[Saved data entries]
*** Begin section ***
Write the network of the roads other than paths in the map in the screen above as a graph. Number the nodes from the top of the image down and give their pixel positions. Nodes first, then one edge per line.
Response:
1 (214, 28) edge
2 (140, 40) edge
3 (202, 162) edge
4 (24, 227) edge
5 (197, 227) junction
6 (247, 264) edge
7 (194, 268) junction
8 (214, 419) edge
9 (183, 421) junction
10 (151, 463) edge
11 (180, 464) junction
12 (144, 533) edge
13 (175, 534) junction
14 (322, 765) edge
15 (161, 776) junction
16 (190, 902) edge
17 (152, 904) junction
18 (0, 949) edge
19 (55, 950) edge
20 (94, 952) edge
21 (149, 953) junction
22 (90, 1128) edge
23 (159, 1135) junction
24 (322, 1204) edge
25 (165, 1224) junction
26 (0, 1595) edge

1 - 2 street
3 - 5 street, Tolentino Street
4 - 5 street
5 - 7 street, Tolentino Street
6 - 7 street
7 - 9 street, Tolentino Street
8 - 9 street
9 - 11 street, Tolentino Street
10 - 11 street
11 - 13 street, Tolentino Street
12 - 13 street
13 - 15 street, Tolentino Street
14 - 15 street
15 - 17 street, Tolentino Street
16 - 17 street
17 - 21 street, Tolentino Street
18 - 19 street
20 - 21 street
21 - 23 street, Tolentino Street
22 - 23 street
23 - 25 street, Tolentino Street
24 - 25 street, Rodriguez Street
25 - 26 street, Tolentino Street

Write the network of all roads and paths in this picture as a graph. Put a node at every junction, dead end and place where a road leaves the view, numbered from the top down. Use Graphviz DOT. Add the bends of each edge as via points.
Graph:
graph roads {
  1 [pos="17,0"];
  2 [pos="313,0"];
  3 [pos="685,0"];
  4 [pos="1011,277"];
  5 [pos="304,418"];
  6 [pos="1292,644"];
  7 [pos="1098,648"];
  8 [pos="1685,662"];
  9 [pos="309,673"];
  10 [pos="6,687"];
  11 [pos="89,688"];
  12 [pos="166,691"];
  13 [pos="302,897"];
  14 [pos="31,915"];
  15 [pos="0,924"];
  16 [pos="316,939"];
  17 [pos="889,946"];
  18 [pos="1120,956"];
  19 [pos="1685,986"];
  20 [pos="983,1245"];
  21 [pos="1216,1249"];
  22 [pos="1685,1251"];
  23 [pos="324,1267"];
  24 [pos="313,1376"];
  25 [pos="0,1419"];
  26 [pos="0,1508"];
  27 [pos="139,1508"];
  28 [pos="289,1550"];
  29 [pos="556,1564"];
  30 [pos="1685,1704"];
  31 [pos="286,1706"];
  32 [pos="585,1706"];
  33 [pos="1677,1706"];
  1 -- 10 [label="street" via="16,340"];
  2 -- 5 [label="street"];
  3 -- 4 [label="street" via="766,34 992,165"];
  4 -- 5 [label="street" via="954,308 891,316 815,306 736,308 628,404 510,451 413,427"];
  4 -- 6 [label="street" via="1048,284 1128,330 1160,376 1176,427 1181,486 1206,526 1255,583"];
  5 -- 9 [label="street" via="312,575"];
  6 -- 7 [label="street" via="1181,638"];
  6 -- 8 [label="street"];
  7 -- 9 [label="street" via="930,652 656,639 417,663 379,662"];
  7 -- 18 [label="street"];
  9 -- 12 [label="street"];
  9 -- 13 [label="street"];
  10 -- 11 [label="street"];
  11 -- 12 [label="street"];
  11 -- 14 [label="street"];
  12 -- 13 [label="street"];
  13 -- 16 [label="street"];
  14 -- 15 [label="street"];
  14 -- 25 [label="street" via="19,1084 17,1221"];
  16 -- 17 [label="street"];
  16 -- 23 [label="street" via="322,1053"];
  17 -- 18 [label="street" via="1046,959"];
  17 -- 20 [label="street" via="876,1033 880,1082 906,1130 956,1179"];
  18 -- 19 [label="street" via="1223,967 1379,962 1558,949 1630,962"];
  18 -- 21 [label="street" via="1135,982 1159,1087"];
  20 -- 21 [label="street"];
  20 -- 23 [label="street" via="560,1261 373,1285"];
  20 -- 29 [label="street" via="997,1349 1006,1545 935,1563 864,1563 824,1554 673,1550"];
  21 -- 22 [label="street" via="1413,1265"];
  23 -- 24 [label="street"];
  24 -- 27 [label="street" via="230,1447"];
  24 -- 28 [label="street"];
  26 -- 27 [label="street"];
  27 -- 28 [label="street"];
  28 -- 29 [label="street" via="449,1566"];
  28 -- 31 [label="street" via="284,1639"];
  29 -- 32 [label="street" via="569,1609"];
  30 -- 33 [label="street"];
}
*** End section ***
[Prompt] Nothing may change. Retype all of the entries.

[Task answer]
Write the network of the roads other than paths in the map in the screen above as a graph. Number the nodes from the top of the image down and give their pixel positions. Nodes first, then one edge per line.
Response:
1 (214, 28) edge
2 (140, 40) edge
3 (202, 162) edge
4 (24, 227) edge
5 (197, 227) junction
6 (247, 264) edge
7 (194, 268) junction
8 (214, 419) edge
9 (183, 421) junction
10 (151, 463) edge
11 (180, 464) junction
12 (144, 533) edge
13 (175, 534) junction
14 (322, 765) edge
15 (161, 776) junction
16 (190, 902) edge
17 (152, 904) junction
18 (0, 949) edge
19 (55, 950) edge
20 (94, 952) edge
21 (149, 953) junction
22 (90, 1128) edge
23 (159, 1135) junction
24 (322, 1204) edge
25 (165, 1224) junction
26 (0, 1595) edge

1 - 2 street
3 - 5 street, Tolentino Street
4 - 5 street
5 - 7 street, Tolentino Street
6 - 7 street
7 - 9 street, Tolentino Street
8 - 9 street
9 - 11 street, Tolentino Street
10 - 11 street
11 - 13 street, Tolentino Street
12 - 13 street
13 - 15 street, Tolentino Street
14 - 15 street
15 - 17 street, Tolentino Street
16 - 17 street
17 - 21 street, Tolentino Street
18 - 19 street
20 - 21 street
21 - 23 street, Tolentino Street
22 - 23 street
23 - 25 street, Tolentino Street
24 - 25 street, Rodriguez Street
25 - 26 street, Tolentino Street

Write the network of all roads and paths in this picture as a graph. Put a node at every junction, dead end and place where a road leaves the view, numbered from the top down. Use Graphviz DOT. Add the bends of each edge as via points.
Graph:
graph roads {
  1 [pos="17,0"];
  2 [pos="313,0"];
  3 [pos="685,0"];
  4 [pos="1011,277"];
  5 [pos="304,418"];
  6 [pos="1292,644"];
  7 [pos="1098,648"];
  8 [pos="1685,662"];
  9 [pos="309,673"];
  10 [pos="6,687"];
  11 [pos="89,688"];
  12 [pos="166,691"];
  13 [pos="302,897"];
  14 [pos="31,915"];
  15 [pos="0,924"];
  16 [pos="316,939"];
  17 [pos="889,946"];
  18 [pos="1120,956"];
  19 [pos="1685,986"];
  20 [pos="983,1245"];
  21 [pos="1216,1249"];
  22 [pos="1685,1251"];
  23 [pos="324,1267"];
  24 [pos="313,1376"];
  25 [pos="0,1419"];
  26 [pos="0,1508"];
  27 [pos="139,1508"];
  28 [pos="289,1550"];
  29 [pos="556,1564"];
  30 [pos="1685,1704"];
  31 [pos="286,1706"];
  32 [pos="585,1706"];
  33 [pos="1677,1706"];
  1 -- 10 [label="street" via="16,340"];
  2 -- 5 [label="street"];
  3 -- 4 [label="street" via="766,34 992,165"];
  4 -- 5 [label="street" via="954,308 891,316 815,306 736,308 628,404 510,451 413,427"];
  4 -- 6 [label="street" via="1048,284 1128,330 1160,376 1176,427 1181,486 1206,526 1255,583"];
  5 -- 9 [label="street" via="312,575"];
  6 -- 7 [label="street" via="1181,638"];
  6 -- 8 [label="street"];
  7 -- 9 [label="street" via="930,652 656,639 417,663 379,662"];
  7 -- 18 [label="street"];
  9 -- 12 [label="street"];
  9 -- 13 [label="street"];
  10 -- 11 [label="street"];
  11 -- 12 [label="street"];
  11 -- 14 [label="street"];
  12 -- 13 [label="street"];
  13 -- 16 [label="street"];
  14 -- 15 [label="street"];
  14 -- 25 [label="street" via="19,1084 17,1221"];
  16 -- 17 [label="street"];
  16 -- 23 [label="street" via="322,1053"];
  17 -- 18 [label="street" via="1046,959"];
  17 -- 20 [label="street" via="876,1033 880,1082 906,1130 956,1179"];
  18 -- 19 [label="street" via="1223,967 1379,962 1558,949 1630,962"];
  18 -- 21 [label="street" via="1135,982 1159,1087"];
  20 -- 21 [label="street"];
  20 -- 23 [label="street" via="560,1261 373,1285"];
  20 -- 29 [label="street" via="997,1349 1006,1545 935,1563 864,1563 824,1554 673,1550"];
  21 -- 22 [label="street" via="1413,1265"];
  23 -- 24 [label="street"];
  24 -- 27 [label="street" via="230,1447"];
  24 -- 28 [label="street"];
  26 -- 27 [label="street"];
  27 -- 28 [label="street"];
  28 -- 29 [label="street" via="449,1566"];
  28 -- 31 [label="street" via="284,1639"];
  29 -- 32 [label="street" via="569,1609"];
  30 -- 33 [label="street"];
}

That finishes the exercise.